The high-stakes nature of Expedia Inc.'s bet on its new technology platform, dubbed E3, could be seen in the aftermath of its disappointing fourth quarter results.
On the heels of Expedia Worldwide president Scott Durchslag exiting the company in January, CEO Dara Khosrowshahi used words such as "unsatisfactory" to describe "the overall Expedia brand performance," and "poorly" to characterize how airline ticket sales and vacation packages fared in the fourth quarter of 2011.
Expedia Inc.'s revenue increased 7% to $787.1 million on a 19% increase in hotel room nights in the fourth quarter, although a decrease in revenue per room night put a damper on things.
Adjusted EBITDA fell 4% in the quarter to $162.1 million, and content and technology costs, including monies allocated to the tech platform, rose 29% to $98.6 million.
Hotels.com and the Expedia hotel product have been migrated to the new tech platform, the air product will be on board by the end of the first quarter, but vacation packages aren't expected to be transitioned "until the back half of 2012," Khosrowshahi told financial analysts during the company's fourth quarter conference call yesterday.
Khosrowshahi expressed confidence that the new platform will increase conversions and enable Expedia to innovate faster, but he conceded that the company has something to prove and "there are a lot of ifs at this point." He said:
Listen, all other things being equal, when E3 is complete, I would expect to see room night growth accelerate for Expedia, not only standalone room nights but especially packaged room nights that have been a negative factor. And I would hope to see that in the second half of the year. Again, we haven't done it. But that's why we're investing the way that we are on the technology side.
The company says subsidiary Hotels.com, which transitioned to the E3 technology platform in early 2010, "experienced healthy room night growth across all regions during the fourth quarter."

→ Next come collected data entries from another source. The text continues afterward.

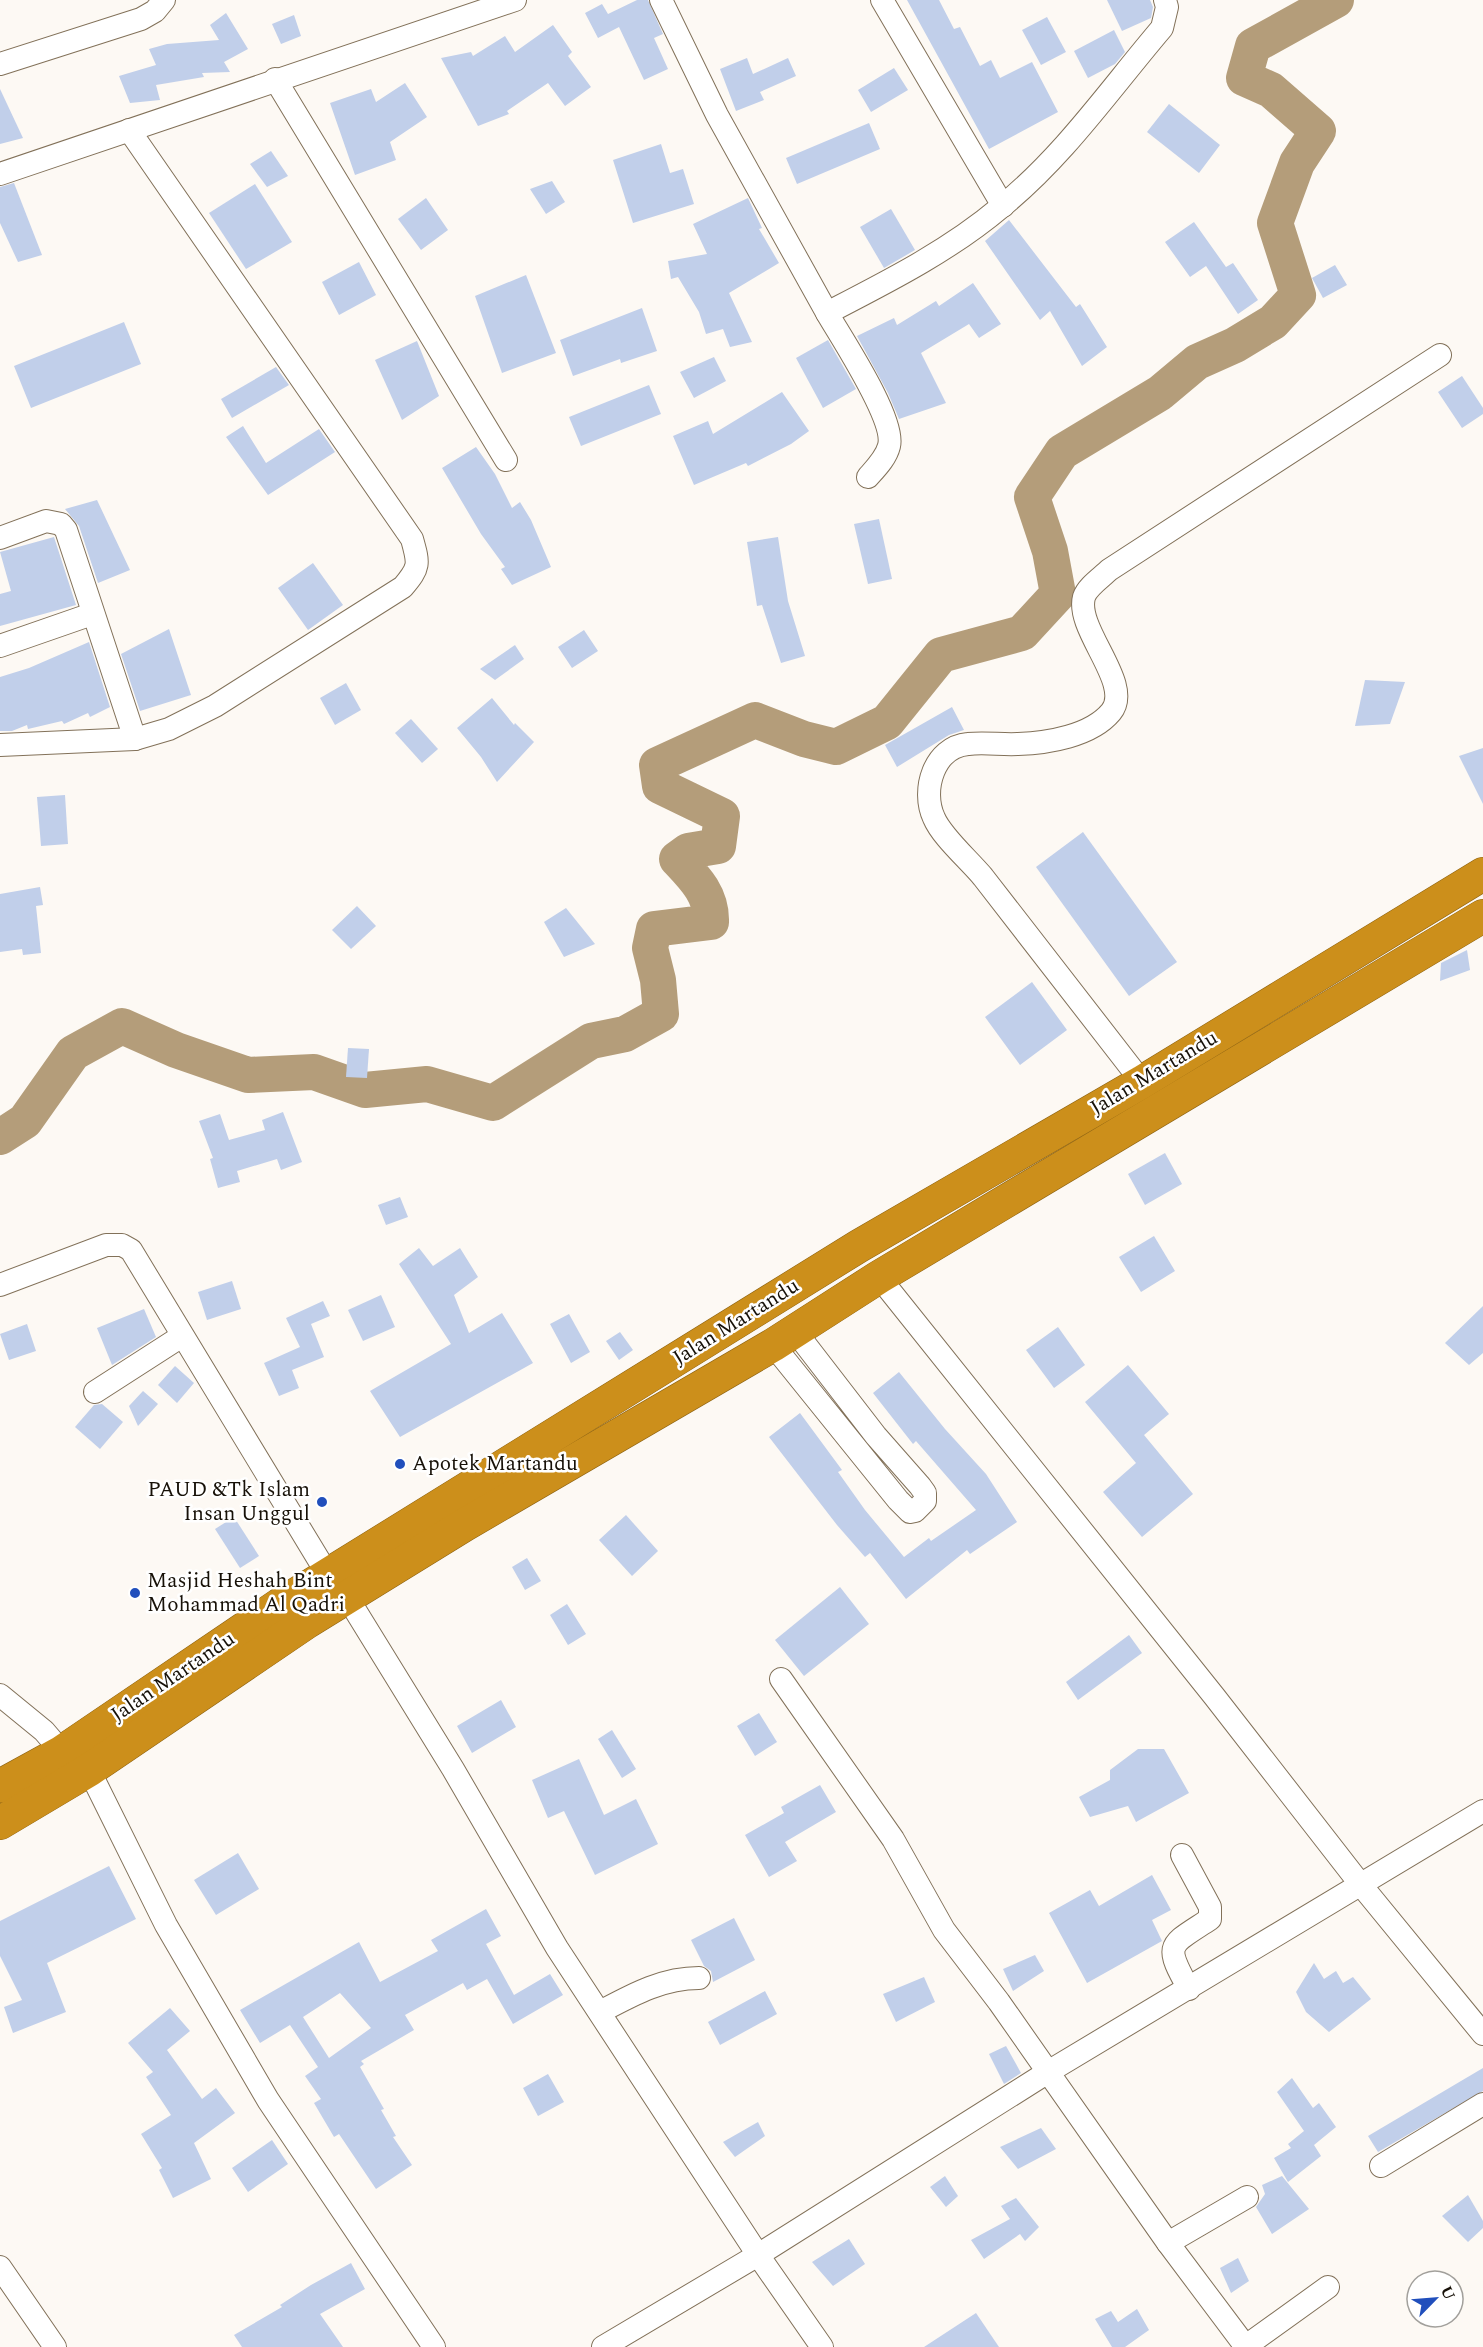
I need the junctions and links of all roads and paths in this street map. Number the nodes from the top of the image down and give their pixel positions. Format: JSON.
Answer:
{"nodes":[{"id":1,"x":164,"y":0,"type":"edge"},
{"id":2,"x":515,"y":0,"type":"edge"},
{"id":3,"x":662,"y":0,"type":"edge"},
{"id":4,"x":882,"y":0,"type":"edge"},
{"id":5,"x":1164,"y":0,"type":"edge"},
{"id":6,"x":0,"y":64,"type":"edge"},
{"id":7,"x":275,"y":79,"type":"junction"},
{"id":8,"x":129,"y":130,"type":"junction"},
{"id":9,"x":0,"y":174,"type":"edge"},
{"id":10,"x":1003,"y":206,"type":"junction"},
{"id":11,"x":827,"y":313,"type":"junction"},
{"id":12,"x":1440,"y":355,"type":"dead end"},
{"id":13,"x":507,"y":460,"type":"dead end"},
{"id":14,"x":868,"y":477,"type":"dead end"},
{"id":15,"x":0,"y":538,"type":"edge"},
{"id":16,"x":92,"y":614,"type":"junction"},
{"id":17,"x":0,"y":646,"type":"edge"},
{"id":18,"x":135,"y":739,"type":"junction"},
{"id":19,"x":0,"y":745,"type":"edge"},
{"id":20,"x":1483,"y":874,"type":"edge"},
{"id":21,"x":1483,"y":916,"type":"edge"},
{"id":22,"x":1142,"y":1082,"type":"junction"},
{"id":23,"x":879,"y":1277,"type":"junction"},
{"id":24,"x":0,"y":1285,"type":"edge"},
{"id":25,"x":182,"y":1336,"type":"junction"},
{"id":26,"x":784,"y":1338,"type":"junction"},
{"id":27,"x":95,"y":1392,"type":"dead end"},
{"id":28,"x":459,"y":1512,"type":"junction"},
{"id":29,"x":338,"y":1586,"type":"junction"},
{"id":30,"x":781,"y":1679,"type":"dead end"},
{"id":31,"x":0,"y":1695,"type":"edge"},
{"id":32,"x":62,"y":1752,"type":"junction"},
{"id":33,"x":88,"y":1770,"type":"junction"},
{"id":34,"x":0,"y":1786,"type":"edge"},
{"id":35,"x":1483,"y":1811,"type":"edge"},
{"id":36,"x":0,"y":1823,"type":"edge"},
{"id":37,"x":1182,"y":1855,"type":"dead end"},
{"id":38,"x":1361,"y":1885,"type":"junction"},
{"id":39,"x":699,"y":1977,"type":"dead end"},
{"id":40,"x":1189,"y":1989,"type":"junction"},
{"id":41,"x":600,"y":2012,"type":"junction"},
{"id":42,"x":1483,"y":2034,"type":"edge"},
{"id":43,"x":1048,"y":2072,"type":"junction"},
{"id":44,"x":1483,"y":2104,"type":"edge"},
{"id":45,"x":1381,"y":2166,"type":"dead end"},
{"id":46,"x":1247,"y":2197,"type":"dead end"},
{"id":47,"x":1168,"y":2243,"type":"junction"},
{"id":48,"x":758,"y":2255,"type":"junction"},
{"id":49,"x":0,"y":2267,"type":"edge"},
{"id":50,"x":1328,"y":2287,"type":"dead end"},
{"id":51,"x":55,"y":2347,"type":"edge"},
{"id":52,"x":434,"y":2347,"type":"edge"},
{"id":53,"x":603,"y":2347,"type":"edge"},
{"id":54,"x":822,"y":2347,"type":"edge"},
{"id":55,"x":1246,"y":2347,"type":"edge"}],
"edges":[{"from":1,"to":6,"type":"street"},
{"from":2,"to":7,"type":"street"},
{"from":3,"to":11,"type":"street"},
{"from":4,"to":10,"type":"street"},
{"from":5,"to":10,"type":"street"},
{"from":7,"to":8,"type":"street"},
{"from":7,"to":13,"type":"street"},
{"from":8,"to":9,"type":"street"},
{"from":8,"to":18,"type":"street"},
{"from":10,"to":11,"type":"street"},
{"from":11,"to":14,"type":"street"},
{"from":12,"to":22,"type":"street"},
{"from":15,"to":16,"type":"street"},
{"from":16,"to":17,"type":"street"},
{"from":16,"to":18,"type":"street"},
{"from":18,"to":19,"type":"street"},
{"from":20,"to":22,"type":"highway","name":"Jalan Martandu"},
{"from":21,"to":23,"type":"highway","name":"Jalan Martandu"},
{"from":22,"to":28,"type":"highway","name":"Jalan Martandu"},
{"from":23,"to":26,"type":"highway","name":"Jalan Martandu"},
{"from":23,"to":38,"type":"street"},
{"from":24,"to":25,"type":"street"},
{"from":25,"to":27,"type":"street"},
{"from":25,"to":29,"type":"street"},
{"from":26,"to":26,"type":"street"},
{"from":26,"to":28,"type":"highway","name":"Jalan Martandu"},
{"from":28,"to":29,"type":"highway","name":"Jalan Martandu"},
{"from":29,"to":32,"type":"highway","name":"Jalan Martandu"},
{"from":29,"to":33,"type":"highway","name":"Jalan Martandu"},
{"from":29,"to":41,"type":"street"},
{"from":30,"to":43,"type":"street"},
{"from":31,"to":32,"type":"street"},
{"from":32,"to":34,"type":"highway","name":"Jalan Martandu"},
{"from":33,"to":36,"type":"highway","name":"Jalan Martandu"},
{"from":33,"to":52,"type":"street"},
{"from":35,"to":38,"type":"street"},
{"from":37,"to":40,"type":"street"},
{"from":38,"to":40,"type":"street"},
{"from":38,"to":42,"type":"street"},
{"from":39,"to":41,"type":"street"},
{"from":40,"to":43,"type":"street"},
{"from":41,"to":48,"type":"street"},
{"from":43,"to":47,"type":"street"},
{"from":43,"to":48,"type":"street"},
{"from":44,"to":45,"type":"street"},
{"from":46,"to":47,"type":"street"},
{"from":47,"to":55,"type":"street"},
{"from":48,"to":53,"type":"street"},
{"from":48,"to":54,"type":"street"},
{"from":49,"to":51,"type":"street"},
{"from":50,"to":55,"type":"street"}]}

And Hotels.com has continued to maintain ... high room night growth. And hopefully, with execution, we'd expect to see that continue on a go-forward basis. But again, we know that we have to prove that out to you. I think the Q4 room night number was really healthy, and I think it was really healthy without Expedia hitting on all cylinders. So if we can hit on all cylinders, we could see things get better. But those are a lot of ifs at this point.
There were bright spots in the earnings announcement.
Expedia is bullish on its 50-50 AirAsia joint venture, which chipped in with healthy room night and hotel revenue growth in the fourth quarter.
And, Expedia CFO Mark Okerstrom says the company is not feeling any impact from Booking.com's share gains in the US market, where Expedia's hotel share likewise is growing.
Financial analysts offered varying views about Expedia's prospects following the earnings release.
Tom White, an analyst for Macquarie Capital, has a "neutral" rating on Expedia and wonders about the cost of the technology upgrades. White says:
The main question for the stock in our view is not whether the Expedia brand’s tech re-platforming will yield improved conversion rates but when and how much the initiative will ultimately cost. This limited visibility, coupled with the potential for y/y EBITDA declines in 1Q given EXPE’s increased seasonality post the TRIP spin is enough to keep us on the sidelines near-term despite EXPE’s appealing relative valuation. Add to this EXPE’s larger relative exposure to the slower-growth/supplier-friendly U.S. market, and we still view PCLN as the preferred way to play the secular shift of global travel bookings moving online.
And, Mark Mahaney, an analyst for Citi Investment Research & Analysis, also has a "neutral" rating on Expedia's stock, but says the "soft" results for Expedia in the fourth quarter sets the company up for "an excellent 2013."
Either way, with Booking.com growing its hotel business, Expedia has something to prove.